Records from a collection
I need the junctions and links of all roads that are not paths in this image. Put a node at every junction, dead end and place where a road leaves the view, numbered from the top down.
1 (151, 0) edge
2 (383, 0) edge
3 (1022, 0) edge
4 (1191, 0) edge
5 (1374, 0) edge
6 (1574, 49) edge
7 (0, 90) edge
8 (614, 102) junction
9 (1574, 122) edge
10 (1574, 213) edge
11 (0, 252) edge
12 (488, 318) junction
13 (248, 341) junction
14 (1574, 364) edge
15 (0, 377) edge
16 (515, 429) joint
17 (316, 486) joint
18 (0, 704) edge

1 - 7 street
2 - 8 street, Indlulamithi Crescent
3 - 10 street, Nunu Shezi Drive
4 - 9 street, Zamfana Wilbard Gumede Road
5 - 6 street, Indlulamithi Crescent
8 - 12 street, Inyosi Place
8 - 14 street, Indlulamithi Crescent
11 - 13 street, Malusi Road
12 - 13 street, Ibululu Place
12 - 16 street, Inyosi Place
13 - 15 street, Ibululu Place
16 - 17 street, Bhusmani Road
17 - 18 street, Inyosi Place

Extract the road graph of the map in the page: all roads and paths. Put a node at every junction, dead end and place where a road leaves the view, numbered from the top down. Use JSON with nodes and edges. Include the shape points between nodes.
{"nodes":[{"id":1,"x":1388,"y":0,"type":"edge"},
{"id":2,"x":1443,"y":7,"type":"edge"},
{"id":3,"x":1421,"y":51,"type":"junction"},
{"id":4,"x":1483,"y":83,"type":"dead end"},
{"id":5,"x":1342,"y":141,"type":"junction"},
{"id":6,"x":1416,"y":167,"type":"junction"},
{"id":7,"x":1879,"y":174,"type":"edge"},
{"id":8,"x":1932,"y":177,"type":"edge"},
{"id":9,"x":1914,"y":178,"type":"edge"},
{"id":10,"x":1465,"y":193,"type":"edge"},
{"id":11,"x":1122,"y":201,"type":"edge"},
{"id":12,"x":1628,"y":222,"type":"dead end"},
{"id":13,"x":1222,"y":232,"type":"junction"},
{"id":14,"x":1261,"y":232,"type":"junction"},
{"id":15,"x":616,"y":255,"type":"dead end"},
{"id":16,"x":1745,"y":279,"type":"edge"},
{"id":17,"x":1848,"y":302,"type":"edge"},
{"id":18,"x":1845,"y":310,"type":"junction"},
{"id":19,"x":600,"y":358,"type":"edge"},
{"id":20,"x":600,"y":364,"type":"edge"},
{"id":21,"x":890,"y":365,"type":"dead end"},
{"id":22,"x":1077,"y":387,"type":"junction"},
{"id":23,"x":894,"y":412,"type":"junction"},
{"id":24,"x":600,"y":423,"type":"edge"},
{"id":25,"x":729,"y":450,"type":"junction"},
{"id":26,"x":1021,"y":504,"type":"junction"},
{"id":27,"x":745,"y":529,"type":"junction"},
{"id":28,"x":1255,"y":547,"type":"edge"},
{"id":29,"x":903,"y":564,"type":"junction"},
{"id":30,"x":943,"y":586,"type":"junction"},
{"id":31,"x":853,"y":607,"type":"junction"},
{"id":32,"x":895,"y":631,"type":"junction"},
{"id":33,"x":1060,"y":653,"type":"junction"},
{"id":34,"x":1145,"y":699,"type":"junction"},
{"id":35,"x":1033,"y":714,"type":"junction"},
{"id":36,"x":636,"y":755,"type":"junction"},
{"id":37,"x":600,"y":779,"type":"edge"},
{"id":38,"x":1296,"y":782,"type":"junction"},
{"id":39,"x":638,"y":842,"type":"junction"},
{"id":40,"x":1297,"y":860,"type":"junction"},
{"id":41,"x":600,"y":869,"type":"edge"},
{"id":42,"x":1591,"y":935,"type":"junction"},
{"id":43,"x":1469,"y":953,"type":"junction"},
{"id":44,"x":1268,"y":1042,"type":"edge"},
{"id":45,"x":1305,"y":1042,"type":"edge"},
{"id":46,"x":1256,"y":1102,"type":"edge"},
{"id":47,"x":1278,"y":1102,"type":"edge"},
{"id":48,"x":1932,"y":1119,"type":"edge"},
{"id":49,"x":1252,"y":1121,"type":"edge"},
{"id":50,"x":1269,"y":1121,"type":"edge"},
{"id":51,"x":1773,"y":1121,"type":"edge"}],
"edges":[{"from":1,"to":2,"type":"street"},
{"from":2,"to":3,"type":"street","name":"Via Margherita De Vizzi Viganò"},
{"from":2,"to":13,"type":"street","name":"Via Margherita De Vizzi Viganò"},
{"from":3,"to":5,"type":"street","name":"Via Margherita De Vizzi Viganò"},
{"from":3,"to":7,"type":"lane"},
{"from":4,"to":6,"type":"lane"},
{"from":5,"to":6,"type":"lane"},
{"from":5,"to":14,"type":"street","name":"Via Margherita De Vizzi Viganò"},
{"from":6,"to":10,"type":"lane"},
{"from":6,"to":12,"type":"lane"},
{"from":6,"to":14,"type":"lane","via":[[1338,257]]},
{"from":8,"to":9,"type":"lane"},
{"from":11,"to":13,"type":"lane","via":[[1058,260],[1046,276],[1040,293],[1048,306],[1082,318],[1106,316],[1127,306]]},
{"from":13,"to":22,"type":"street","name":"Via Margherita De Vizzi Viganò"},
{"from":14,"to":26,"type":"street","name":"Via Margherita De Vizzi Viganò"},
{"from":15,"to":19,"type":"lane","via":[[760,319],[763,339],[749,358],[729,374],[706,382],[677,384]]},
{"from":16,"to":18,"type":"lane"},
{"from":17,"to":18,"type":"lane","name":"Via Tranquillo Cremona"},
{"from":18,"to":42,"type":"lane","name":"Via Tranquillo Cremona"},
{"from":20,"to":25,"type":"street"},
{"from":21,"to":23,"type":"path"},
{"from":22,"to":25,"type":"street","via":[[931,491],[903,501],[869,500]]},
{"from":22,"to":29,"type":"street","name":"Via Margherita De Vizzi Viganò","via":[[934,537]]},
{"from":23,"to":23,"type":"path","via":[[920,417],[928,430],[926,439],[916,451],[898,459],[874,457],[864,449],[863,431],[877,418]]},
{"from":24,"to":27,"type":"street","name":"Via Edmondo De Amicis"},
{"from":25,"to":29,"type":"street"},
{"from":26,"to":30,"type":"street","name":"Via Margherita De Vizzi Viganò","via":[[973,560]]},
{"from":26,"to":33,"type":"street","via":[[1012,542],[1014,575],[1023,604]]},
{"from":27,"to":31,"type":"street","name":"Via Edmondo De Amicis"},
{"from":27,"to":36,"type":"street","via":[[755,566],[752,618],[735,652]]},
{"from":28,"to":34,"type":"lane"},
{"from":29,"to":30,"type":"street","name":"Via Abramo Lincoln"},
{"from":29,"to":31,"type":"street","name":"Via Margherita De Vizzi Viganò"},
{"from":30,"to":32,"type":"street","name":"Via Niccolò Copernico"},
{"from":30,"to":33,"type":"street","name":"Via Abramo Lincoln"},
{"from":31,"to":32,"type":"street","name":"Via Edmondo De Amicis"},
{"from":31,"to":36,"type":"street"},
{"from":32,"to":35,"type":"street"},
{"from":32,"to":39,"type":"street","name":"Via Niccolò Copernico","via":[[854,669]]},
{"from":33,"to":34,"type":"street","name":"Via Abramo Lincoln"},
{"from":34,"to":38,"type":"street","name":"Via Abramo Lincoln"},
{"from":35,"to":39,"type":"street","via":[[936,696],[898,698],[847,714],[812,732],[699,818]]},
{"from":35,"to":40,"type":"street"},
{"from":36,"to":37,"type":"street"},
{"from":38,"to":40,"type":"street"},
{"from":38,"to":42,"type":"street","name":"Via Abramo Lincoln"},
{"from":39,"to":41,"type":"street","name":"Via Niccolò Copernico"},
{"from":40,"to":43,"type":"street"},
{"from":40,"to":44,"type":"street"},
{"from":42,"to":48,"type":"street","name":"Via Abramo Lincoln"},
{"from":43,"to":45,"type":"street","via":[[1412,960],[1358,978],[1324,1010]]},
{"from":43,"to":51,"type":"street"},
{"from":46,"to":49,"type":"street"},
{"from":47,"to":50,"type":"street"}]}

◆ Instructions for the task ◆
All lines in the data that contain the word "edges" should be copied.

◆ Exercise solution ◆
Extract the road graph of the map in the page: all roads and paths. Put a node at every junction, dead end and place where a road leaves the view, numbered from the top down. Use JSON with nodes and edges. Include the shape points between nodes.
"edges":[{"from":1,"to":2,"type":"street"},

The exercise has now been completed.